I was so certain that CC attacks could be targeted any way you liked, but reading the BRB again they actully say that "If a model is touching enemies with different characteristic profiles, it can choose which one to attack"

So by omission I guess you can't divide between rank-and-file, just as you said.

With that in mind, does this look like a correct sequence:

1) Champion attacks. X wounds caused.
2) The X wounds kills Ogres (from the back rank of course), the remainder leaves an Ogre with (for example) 2 wounds remaining. I now roll the multiple wounds on this final strike and get a 1, so the Ogre still has 1 wound left.
3) My rank-and-file attack, and their first wound kills the previous Ogre.

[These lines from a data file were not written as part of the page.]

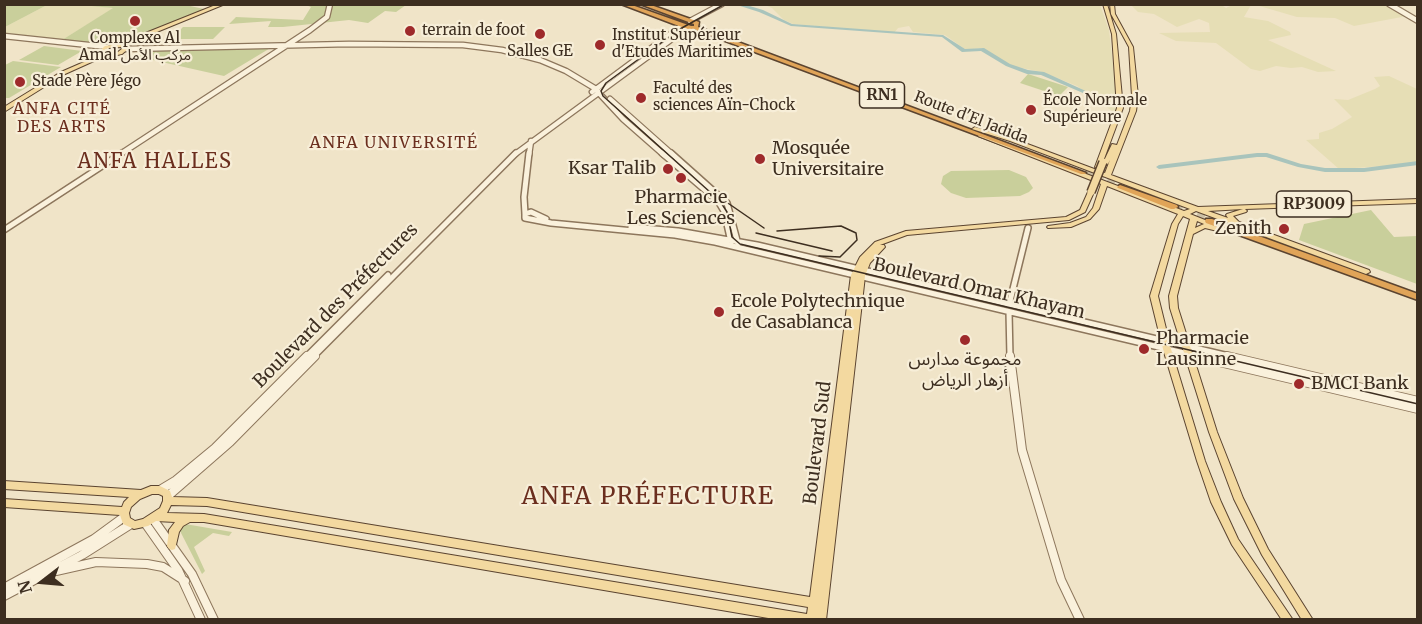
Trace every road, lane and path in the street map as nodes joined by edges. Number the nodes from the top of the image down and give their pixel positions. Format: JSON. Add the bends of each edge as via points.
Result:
{"nodes":[{"id":1,"x":223,"y":4,"type":"edge"},
{"id":2,"x":228,"y":4,"type":"edge"},
{"id":3,"x":328,"y":4,"type":"edge"},
{"id":4,"x":627,"y":4,"type":"edge"},
{"id":5,"x":640,"y":4,"type":"edge"},
{"id":6,"x":722,"y":4,"type":"edge"},
{"id":7,"x":727,"y":4,"type":"edge"},
{"id":8,"x":1105,"y":4,"type":"edge"},
{"id":9,"x":1112,"y":4,"type":"edge"},
{"id":10,"x":1391,"y":4,"type":"edge"},
{"id":11,"x":1418,"y":21,"type":"edge"},
{"id":12,"x":695,"y":24,"type":"junction"},
{"id":13,"x":683,"y":25,"type":"junction"},
{"id":14,"x":4,"y":37,"type":"edge"},
{"id":15,"x":286,"y":44,"type":"junction"},
{"id":16,"x":107,"y":47,"type":"junction"},
{"id":17,"x":124,"y":47,"type":"junction"},
{"id":18,"x":101,"y":53,"type":"junction"},
{"id":19,"x":786,"y":61,"type":"junction"},
{"id":20,"x":598,"y":90,"type":"junction"},
{"id":21,"x":1120,"y":96,"type":"junction"},
{"id":22,"x":7,"y":106,"type":"edge"},
{"id":23,"x":1132,"y":107,"type":"junction"},
{"id":24,"x":1119,"y":127,"type":"junction"},
{"id":25,"x":971,"y":129,"type":"junction"},
{"id":26,"x":532,"y":138,"type":"junction"},
{"id":27,"x":519,"y":150,"type":"junction"},
{"id":28,"x":530,"y":150,"type":"junction"},
{"id":29,"x":1114,"y":159,"type":"junction"},
{"id":30,"x":1103,"y":161,"type":"junction"},
{"id":31,"x":1073,"y":163,"type":"junction"},
{"id":32,"x":1073,"y":173,"type":"junction"},
{"id":33,"x":1095,"y":176,"type":"junction"},
{"id":34,"x":1119,"y":185,"type":"junction"},
{"id":35,"x":1142,"y":189,"type":"junction"},
{"id":36,"x":1085,"y":198,"type":"junction"},
{"id":37,"x":1138,"y":198,"type":"junction"},
{"id":38,"x":1100,"y":199,"type":"junction"},
{"id":39,"x":1146,"y":201,"type":"junction"},
{"id":40,"x":1418,"y":202,"type":"edge"},
{"id":41,"x":1244,"y":211,"type":"junction"},
{"id":42,"x":454,"y":212,"type":"junction"},
{"id":43,"x":1192,"y":212,"type":"junction"},
{"id":44,"x":530,"y":215,"type":"junction"},
{"id":45,"x":1176,"y":223,"type":"junction"},
{"id":46,"x":1240,"y":225,"type":"junction"},
{"id":47,"x":999,"y":226,"type":"junction"},
{"id":48,"x":1028,"y":228,"type":"junction"},
{"id":49,"x":4,"y":229,"type":"edge"},
{"id":50,"x":1230,"y":232,"type":"junction"},
{"id":51,"x":1190,"y":233,"type":"junction"},
{"id":52,"x":734,"y":244,"type":"junction"},
{"id":53,"x":859,"y":273,"type":"junction"},
{"id":54,"x":1366,"y":274,"type":"junction"},
{"id":55,"x":1418,"y":292,"type":"edge"},
{"id":56,"x":1418,"y":297,"type":"edge"},
{"id":57,"x":1009,"y":308,"type":"junction"},
{"id":58,"x":1166,"y":345,"type":"junction"},
{"id":59,"x":1188,"y":351,"type":"junction"},
{"id":60,"x":1418,"y":401,"type":"edge"},
{"id":61,"x":1418,"y":408,"type":"edge"},
{"id":62,"x":4,"y":485,"type":"edge"},
{"id":63,"x":141,"y":494,"type":"junction"},
{"id":64,"x":165,"y":496,"type":"junction"},
{"id":65,"x":4,"y":503,"type":"edge"},
{"id":66,"x":126,"y":517,"type":"junction"},
{"id":67,"x":190,"y":517,"type":"junction"},
{"id":68,"x":152,"y":520,"type":"junction"},
{"id":69,"x":413,"y":537,"type":"junction"},
{"id":70,"x":452,"y":543,"type":"junction"},
{"id":71,"x":172,"y":546,"type":"junction"},
{"id":72,"x":407,"y":553,"type":"junction"},
{"id":73,"x":446,"y":559,"type":"junction"},
{"id":74,"x":50,"y":572,"type":"junction"},
{"id":75,"x":184,"y":581,"type":"junction"},
{"id":76,"x":4,"y":588,"type":"edge"},
{"id":77,"x":4,"y":596,"type":"edge"},
{"id":78,"x":818,"y":603,"type":"junction"},
{"id":79,"x":812,"y":619,"type":"edge"},
{"id":80,"x":201,"y":620,"type":"edge"},
{"id":81,"x":214,"y":620,"type":"edge"},
{"id":82,"x":821,"y":620,"type":"edge"},
{"id":83,"x":1080,"y":620,"type":"edge"},
{"id":84,"x":1288,"y":620,"type":"edge"},
{"id":85,"x":1308,"y":620,"type":"edge"}],
"edges":[{"from":1,"to":17,"type":"main road"},
{"from":2,"to":17,"type":"main road"},
{"from":3,"to":15,"type":"street","via":[[323,17]]},
{"from":4,"to":13,"type":"highway","name":"Route d'El Jadida"},
{"from":4,"to":13,"type":"highway","name":"Route d'El Jadida"},
{"from":5,"to":12,"type":"highway","name":"Route d'El Jadida"},
{"from":5,"to":13,"type":"highway","name":"Route d'El Jadida"},
{"from":6,"to":12,"type":"street"},
{"from":7,"to":12,"type":"street"},
{"from":8,"to":21,"type":"main road","via":[[1114,34]]},
{"from":9,"to":23,"type":"main road","via":[[1113,14],[1131,47],[1135,96]]},
{"from":10,"to":11,"type":"street"},
{"from":12,"to":13,"type":"highway"},
{"from":12,"to":13,"type":"highway"},
{"from":12,"to":19,"type":"highway","name":"Route d'El Jadida","number":"RN1"},
{"from":13,"to":19,"type":"highway","name":"Route d'El Jadida"},
{"from":13,"to":20,"type":"street","name":"Boulevard des Préfectures"},
{"from":13,"to":20,"type":"street","name":"Boulevard des Préfectures"},
{"from":14,"to":16,"type":"street"},
{"from":14,"to":18,"type":"street"},
{"from":15,"to":17,"type":"street"},
{"from":15,"to":20,"type":"street","via":[[477,46],[522,54],[558,67]]},
{"from":15,"to":49,"type":"street"},
{"from":16,"to":17,"type":"main road"},
{"from":16,"to":18,"type":"main road"},
{"from":17,"to":18,"type":"main road","via":[[115,54]]},
{"from":18,"to":22,"type":"main road"},
{"from":19,"to":25,"type":"highway","name":"Route d'El Jadida","number":"RN1"},
{"from":20,"to":26,"type":"street","name":"Boulevard des Préfectures"},
{"from":20,"to":26,"type":"street","name":"Boulevard des Préfectures"},
{"from":20,"to":52,"type":"street","via":[[718,201]]},
{"from":20,"to":52,"type":"street","via":[[726,203]]},
{"from":21,"to":24,"type":"main road"},
{"from":21,"to":30,"type":"main road","via":[[1118,117]]},
{"from":23,"to":24,"type":"main road"},
{"from":23,"to":29,"type":"main road"},
{"from":24,"to":30,"type":"main road"},
{"from":25,"to":31,"type":"main road","name":"Route d'El Jadida"},
{"from":25,"to":32,"type":"main road","name":"Route d'El Jadida"},
{"from":25,"to":33,"type":"highway","number":"RN1"},
{"from":26,"to":27,"type":"street","name":"Boulevard des Préfectures"},
{"from":26,"to":28,"type":"street"},
{"from":26,"to":42,"type":"street","name":"Boulevard des Préfectures","via":[[508,154]]},
{"from":26,"to":44,"type":"street"},
{"from":27,"to":28,"type":"street"},
{"from":27,"to":42,"type":"street","name":"Boulevard des Préfectures"},
{"from":28,"to":44,"type":"street","via":[[524,197]]},
{"from":29,"to":33,"type":"main road"},
{"from":29,"to":35,"type":"main road","via":[[1117,175]]},
{"from":30,"to":31,"type":"main road","via":[[1089,165]]},
{"from":30,"to":33,"type":"main road"},
{"from":30,"to":47,"type":"main road","bridge":true,"via":[[1086,212],[1075,219]]},
{"from":31,"to":33,"type":"main road","name":"Route d'El Jadida"},
{"from":32,"to":33,"type":"main road","name":"Route d'El Jadida"},
{"from":32,"to":36,"type":"main road","via":[[1086,184]]},
{"from":33,"to":34,"type":"main road","name":"Route d'El Jadida"},
{"from":33,"to":36,"type":"main road"},
{"from":33,"to":38,"type":"main road"},
{"from":34,"to":35,"type":"main road"},
{"from":34,"to":37,"type":"main road"},
{"from":34,"to":43,"type":"highway"},
{"from":35,"to":43,"type":"main road"},
{"from":36,"to":47,"type":"main road","via":[[1068,217]]},
{"from":37,"to":38,"type":"main road","via":[[1112,192]]},
{"from":37,"to":39,"type":"main road"},
{"from":38,"to":48,"type":"main road","via":[[1093,214],[1083,221]]},
{"from":39,"to":43,"type":"main road"},
{"from":39,"to":45,"type":"main road","via":[[1168,212]]},
{"from":40,"to":41,"type":"main road","number":"RP3009"},
{"from":40,"to":43,"type":"main road","number":"RP3009"},
{"from":41,"to":43,"type":"main road","number":"RP3009"},
{"from":41,"to":46,"type":"main road","via":[[1229,215]]},
{"from":42,"to":64,"type":"street","name":"Boulevard des Préfectures","via":[[226,447]]},
{"from":43,"to":45,"type":"main road"},
{"from":43,"to":46,"type":"main road"},
{"from":43,"to":50,"type":"main road"},
{"from":43,"to":51,"type":"main road"},
{"from":43,"to":54,"type":"highway"},
{"from":44,"to":52,"type":"street","name":"Boulevard Omar Khayam","via":[[551,224]]},
{"from":45,"to":58,"type":"main road","via":[[1155,291]]},
{"from":46,"to":54,"type":"main road"},
{"from":47,"to":48,"type":"main road"},
{"from":47,"to":53,"type":"main road","via":[[902,237],[879,249]]},
{"from":48,"to":57,"type":"street"},
{"from":50,"to":51,"type":"main road","via":[[1204,226]]},
{"from":50,"to":54,"type":"main road"},
{"from":51,"to":59,"type":"main road","via":[[1173,296]]},
{"from":52,"to":53,"type":"street","name":"Boulevard Omar Khayam"},
{"from":53,"to":57,"type":"street","name":"Boulevard Omar Khayam"},
{"from":53,"to":78,"type":"main road","name":"Boulevard Sud"},
{"from":54,"to":55,"type":"highway"},
{"from":54,"to":56,"type":"highway"},
{"from":57,"to":58,"type":"street","name":"Boulevard Omar Khayam"},
{"from":57,"to":83,"type":"street","via":[[1010,371],[1022,450],[1061,580]]},
{"from":58,"to":59,"type":"street","name":"Boulevard Omar Khayam"},
{"from":58,"to":84,"type":"main road","via":[[1221,514],[1243,556]]},
{"from":59,"to":60,"type":"street","name":"Boulevard Omar Khayam"},
{"from":59,"to":61,"type":"street","name":"Boulevard Omar Khayam"},
{"from":59,"to":85,"type":"main road","via":[[1215,438],[1242,506],[1265,552]]},
{"from":62,"to":63,"type":"main road"},
{"from":63,"to":64,"type":"main road"},
{"from":63,"to":66,"type":"main road","via":[[130,501]]},
{"from":64,"to":68,"type":"main road"},
{"from":64,"to":69,"type":"main road"},
{"from":65,"to":66,"type":"main road"},
{"from":66,"to":68,"type":"main road"},
{"from":66,"to":74,"type":"street","via":[[82,555]]},
{"from":66,"to":76,"type":"street"},
{"from":67,"to":68,"type":"main road"},
{"from":67,"to":71,"type":"main road","via":[[174,530]]},
{"from":67,"to":72,"type":"main road"},
{"from":68,"to":71,"type":"street"},
{"from":68,"to":75,"type":"street"},
{"from":69,"to":70,"type":"main road"},
{"from":69,"to":72,"type":"main road"},
{"from":70,"to":73,"type":"main road"},
{"from":70,"to":78,"type":"main road"},
{"from":71,"to":81,"type":"street","via":[[192,574]]},
{"from":72,"to":73,"type":"main road"},
{"from":73,"to":79,"type":"main road"},
{"from":74,"to":75,"type":"street","via":[[96,562],[147,564],[163,567]]},
{"from":74,"to":77,"type":"street"},
{"from":75,"to":80,"type":"street"},
{"from":78,"to":79,"type":"main road","name":"Boulevard Sud"},
{"from":78,"to":82,"type":"main road","name":"Boulevard Sud"}]}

This way I don't really have to keep track of special wound counters in the front rank. But I know a lot of other people have been talking about rolling a dice separately for each wound caused (as you should do according to the rules, roll multiple hits for each hit). This way feels a bit weak, and I feel like I'm missing something.

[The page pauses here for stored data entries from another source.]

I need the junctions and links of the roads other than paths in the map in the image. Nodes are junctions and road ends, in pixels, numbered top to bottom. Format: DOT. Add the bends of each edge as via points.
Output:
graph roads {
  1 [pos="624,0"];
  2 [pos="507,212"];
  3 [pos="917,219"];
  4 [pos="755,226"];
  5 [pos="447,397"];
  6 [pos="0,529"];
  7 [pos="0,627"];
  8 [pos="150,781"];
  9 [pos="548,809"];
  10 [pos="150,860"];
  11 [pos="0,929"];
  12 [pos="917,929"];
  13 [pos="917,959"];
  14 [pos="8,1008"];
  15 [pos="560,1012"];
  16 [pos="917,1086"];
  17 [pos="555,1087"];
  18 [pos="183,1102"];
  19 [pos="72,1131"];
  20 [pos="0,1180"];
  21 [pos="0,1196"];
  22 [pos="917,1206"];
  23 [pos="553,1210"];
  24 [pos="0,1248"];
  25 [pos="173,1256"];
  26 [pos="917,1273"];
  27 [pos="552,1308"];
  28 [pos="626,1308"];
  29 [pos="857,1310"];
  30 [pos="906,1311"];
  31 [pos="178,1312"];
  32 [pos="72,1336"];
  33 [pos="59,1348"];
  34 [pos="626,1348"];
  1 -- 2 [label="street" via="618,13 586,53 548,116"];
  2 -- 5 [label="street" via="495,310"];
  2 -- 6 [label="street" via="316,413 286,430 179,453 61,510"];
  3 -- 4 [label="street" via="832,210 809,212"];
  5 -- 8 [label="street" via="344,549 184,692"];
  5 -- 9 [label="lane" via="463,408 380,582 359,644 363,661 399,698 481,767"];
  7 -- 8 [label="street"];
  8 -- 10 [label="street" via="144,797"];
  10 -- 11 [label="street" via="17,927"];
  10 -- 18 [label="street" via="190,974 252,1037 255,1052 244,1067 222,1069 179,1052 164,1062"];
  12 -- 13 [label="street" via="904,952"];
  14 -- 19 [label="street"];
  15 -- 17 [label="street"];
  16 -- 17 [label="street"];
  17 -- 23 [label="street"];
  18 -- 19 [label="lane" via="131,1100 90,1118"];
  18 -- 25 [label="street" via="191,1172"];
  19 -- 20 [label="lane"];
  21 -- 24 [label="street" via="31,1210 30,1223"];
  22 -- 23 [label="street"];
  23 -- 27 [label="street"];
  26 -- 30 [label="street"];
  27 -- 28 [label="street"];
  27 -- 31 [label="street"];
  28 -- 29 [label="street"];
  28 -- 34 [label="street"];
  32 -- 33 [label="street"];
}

Maybe this is more correct:

1) The Champion attacks. X unmodified wounds caused. (Let's say at least 3 this time)
2) I apply the first hit to the Ogre, and then roll multiple wounds. (I roll 6 wounds, meaning I kill the Ogre and lose the 3 remaining wounds).
3) I apply the second hit, and again roll multiple wounds. (This time I scored a 2, leaving a 1 W Ogre)
4) I apply the third hit, and roll for multiple wounds. (I roll 5 wounds, meaning 4 are wasted and the 1W Ogre dies)
5) I apply the remaining hit(s) in the same way

You know, now that I wrote it out this second method really seems like the way to go. It lets me both roll for every wound caused, and still punishes me with wasting wounds. And it's really simple.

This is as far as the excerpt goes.